| TASK INSTRUCTIONS |
Scan the records below for the line containing "thumb cmc: (170, 209)" and the line containing "pinky tip: (186, 181)". Copy both, plus every line between, exactly.

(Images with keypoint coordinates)
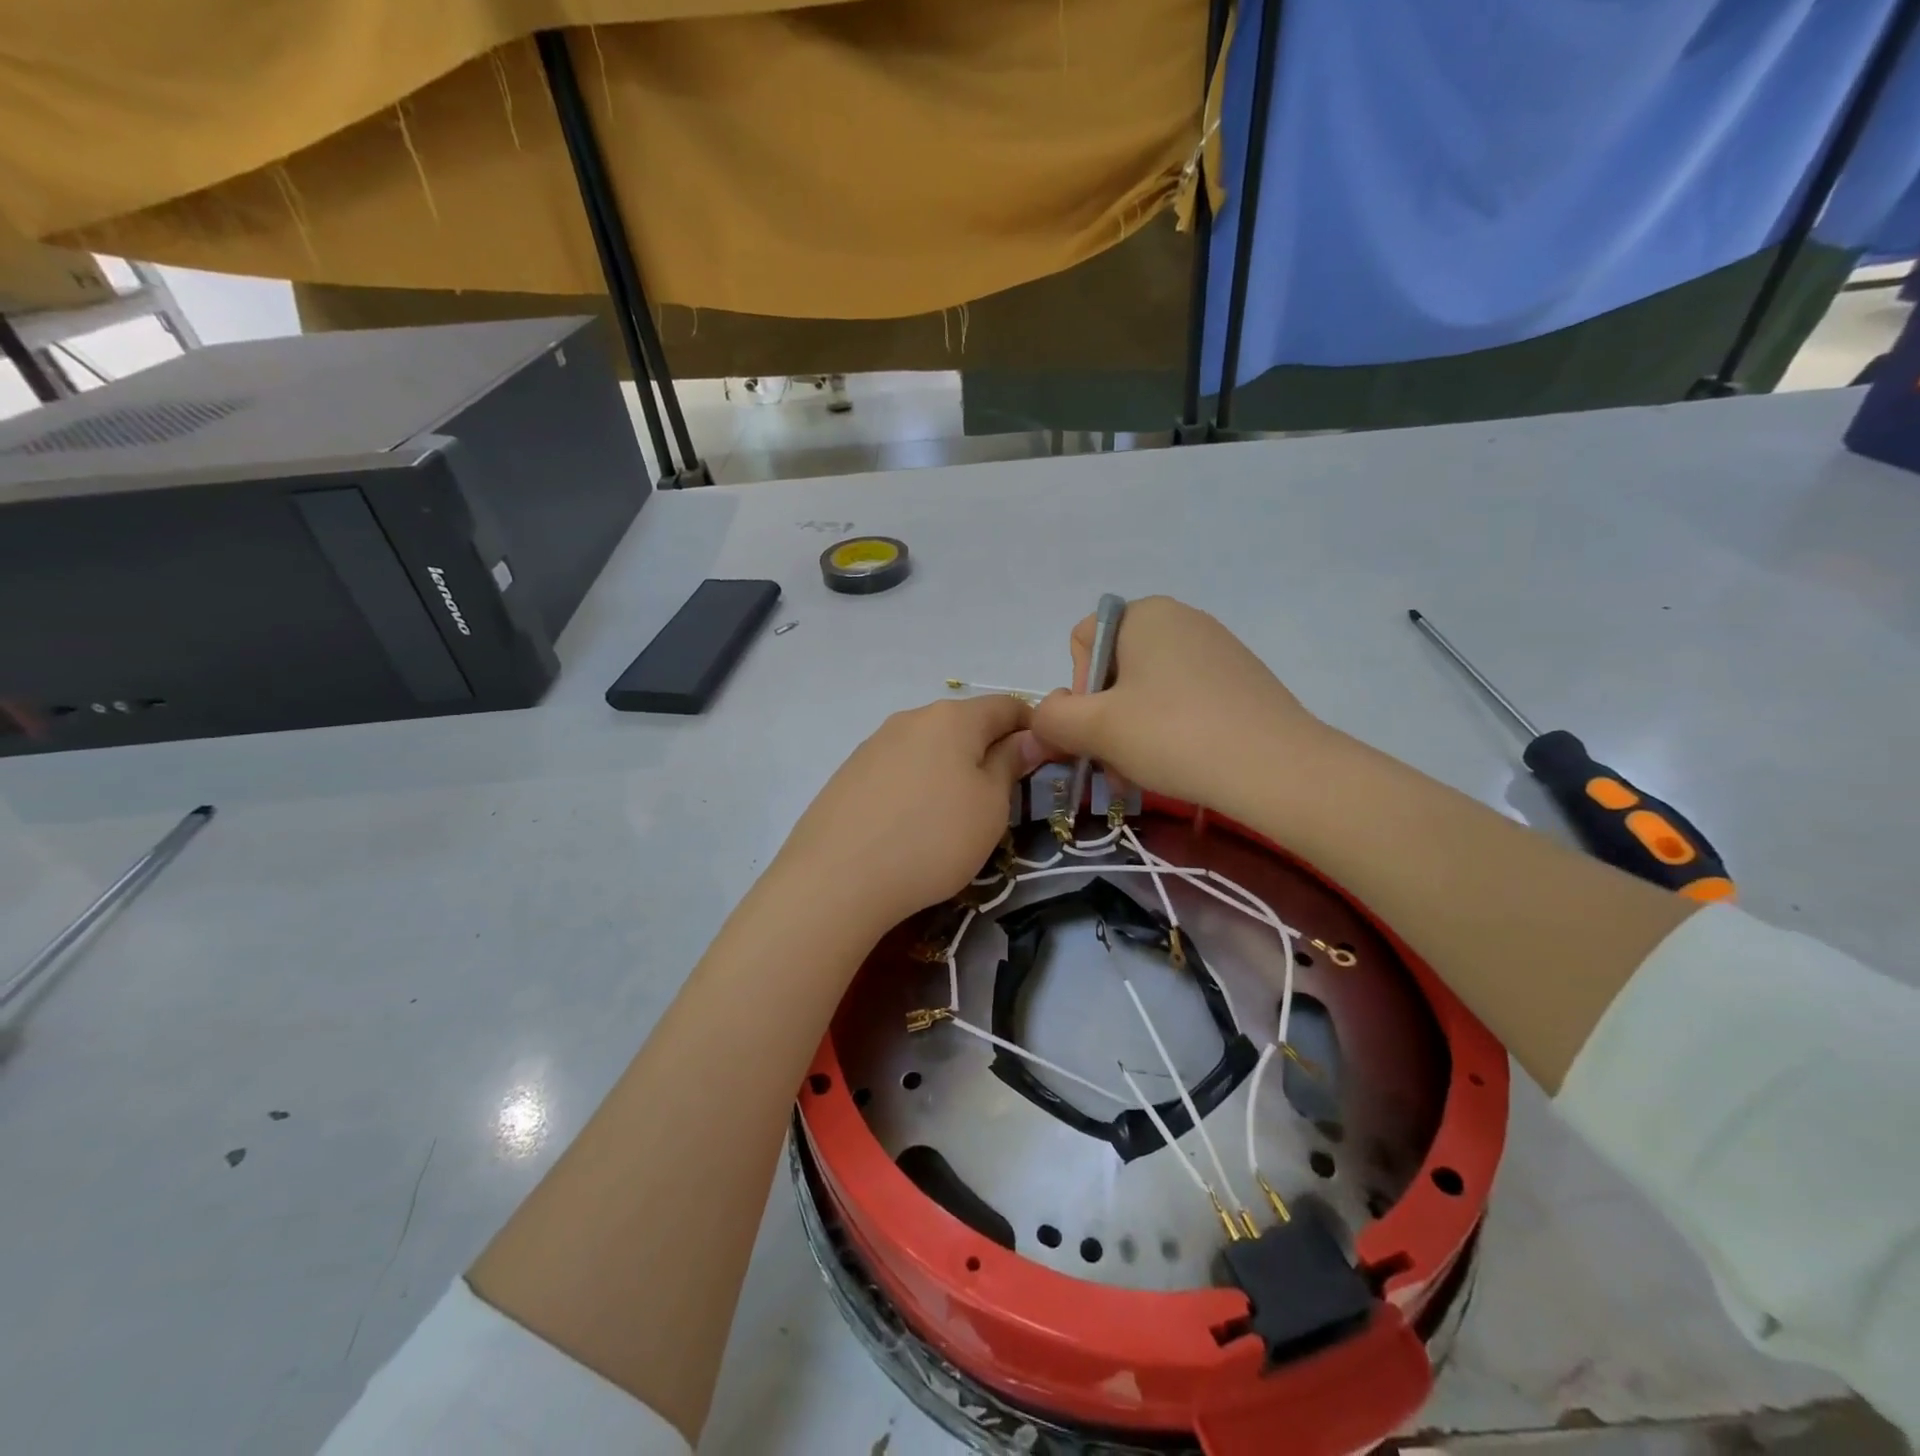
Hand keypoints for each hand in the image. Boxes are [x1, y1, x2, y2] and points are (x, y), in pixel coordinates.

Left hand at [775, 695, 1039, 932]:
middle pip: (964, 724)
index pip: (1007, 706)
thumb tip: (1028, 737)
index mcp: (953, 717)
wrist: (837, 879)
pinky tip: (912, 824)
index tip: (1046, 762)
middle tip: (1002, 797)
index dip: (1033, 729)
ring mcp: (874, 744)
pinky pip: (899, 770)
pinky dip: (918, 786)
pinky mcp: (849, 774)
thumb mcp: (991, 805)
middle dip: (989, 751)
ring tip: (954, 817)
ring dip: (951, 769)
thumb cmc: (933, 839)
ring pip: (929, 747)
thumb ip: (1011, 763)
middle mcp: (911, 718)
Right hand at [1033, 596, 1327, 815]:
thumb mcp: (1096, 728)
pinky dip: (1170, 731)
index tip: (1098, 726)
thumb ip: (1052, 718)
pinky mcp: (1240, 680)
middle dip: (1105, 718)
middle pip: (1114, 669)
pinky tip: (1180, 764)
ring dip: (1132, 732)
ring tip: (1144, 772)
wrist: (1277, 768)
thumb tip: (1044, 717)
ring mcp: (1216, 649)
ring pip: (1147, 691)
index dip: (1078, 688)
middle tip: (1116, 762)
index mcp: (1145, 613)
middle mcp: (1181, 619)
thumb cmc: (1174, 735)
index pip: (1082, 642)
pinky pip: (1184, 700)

==

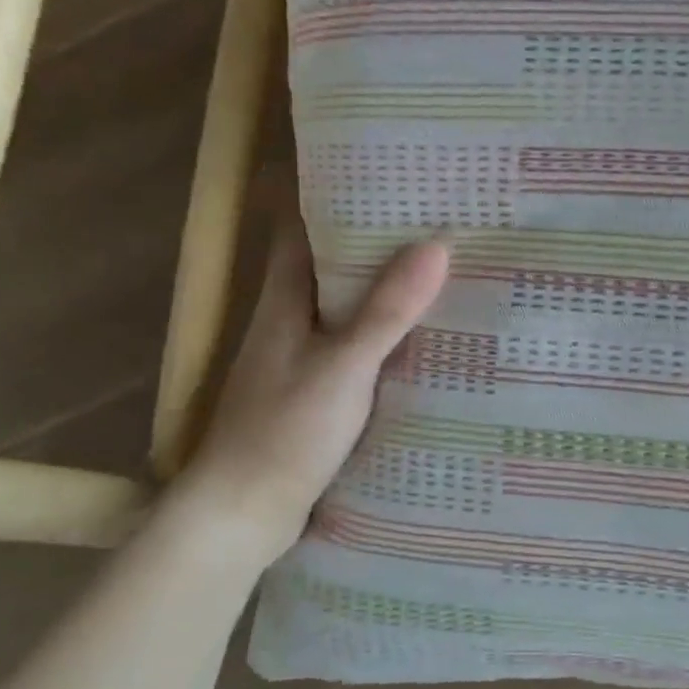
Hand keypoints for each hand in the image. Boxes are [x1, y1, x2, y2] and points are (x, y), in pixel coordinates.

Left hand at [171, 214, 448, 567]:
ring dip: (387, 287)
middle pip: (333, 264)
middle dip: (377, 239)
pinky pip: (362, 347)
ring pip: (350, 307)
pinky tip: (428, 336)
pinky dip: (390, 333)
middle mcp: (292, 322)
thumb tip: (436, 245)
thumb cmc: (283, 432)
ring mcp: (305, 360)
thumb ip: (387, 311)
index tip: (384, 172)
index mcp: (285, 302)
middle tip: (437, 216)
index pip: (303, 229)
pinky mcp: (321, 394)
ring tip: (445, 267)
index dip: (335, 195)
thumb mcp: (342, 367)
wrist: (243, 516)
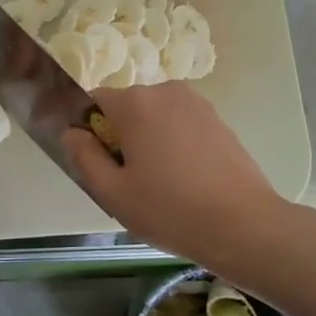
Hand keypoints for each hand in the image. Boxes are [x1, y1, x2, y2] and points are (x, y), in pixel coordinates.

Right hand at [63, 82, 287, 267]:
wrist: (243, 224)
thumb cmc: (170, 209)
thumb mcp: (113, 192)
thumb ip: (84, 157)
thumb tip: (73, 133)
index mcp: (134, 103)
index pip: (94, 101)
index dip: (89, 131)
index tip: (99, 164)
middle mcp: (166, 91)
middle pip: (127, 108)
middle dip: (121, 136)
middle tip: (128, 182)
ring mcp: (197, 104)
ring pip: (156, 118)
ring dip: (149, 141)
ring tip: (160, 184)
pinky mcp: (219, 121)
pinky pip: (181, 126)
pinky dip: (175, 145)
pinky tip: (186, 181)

| REPLY TO THE EXERCISE |
thumb cmc: (170, 209)
thumb mcp: (113, 192)
thumb ip: (84, 157)
thumb tip: (73, 133)
index mcp: (134, 103)
index pip: (94, 101)
index dip: (89, 131)
index tip: (99, 164)
middle mcp: (166, 91)
middle pip: (127, 108)
middle dip: (121, 136)
middle tip: (128, 182)
ring mcp: (197, 104)
ring pip: (156, 118)
ring dip: (149, 141)
ring tip: (160, 184)
pinky mcp: (219, 121)
pinky pip: (181, 126)
pinky dip: (175, 145)
pinky tip: (186, 181)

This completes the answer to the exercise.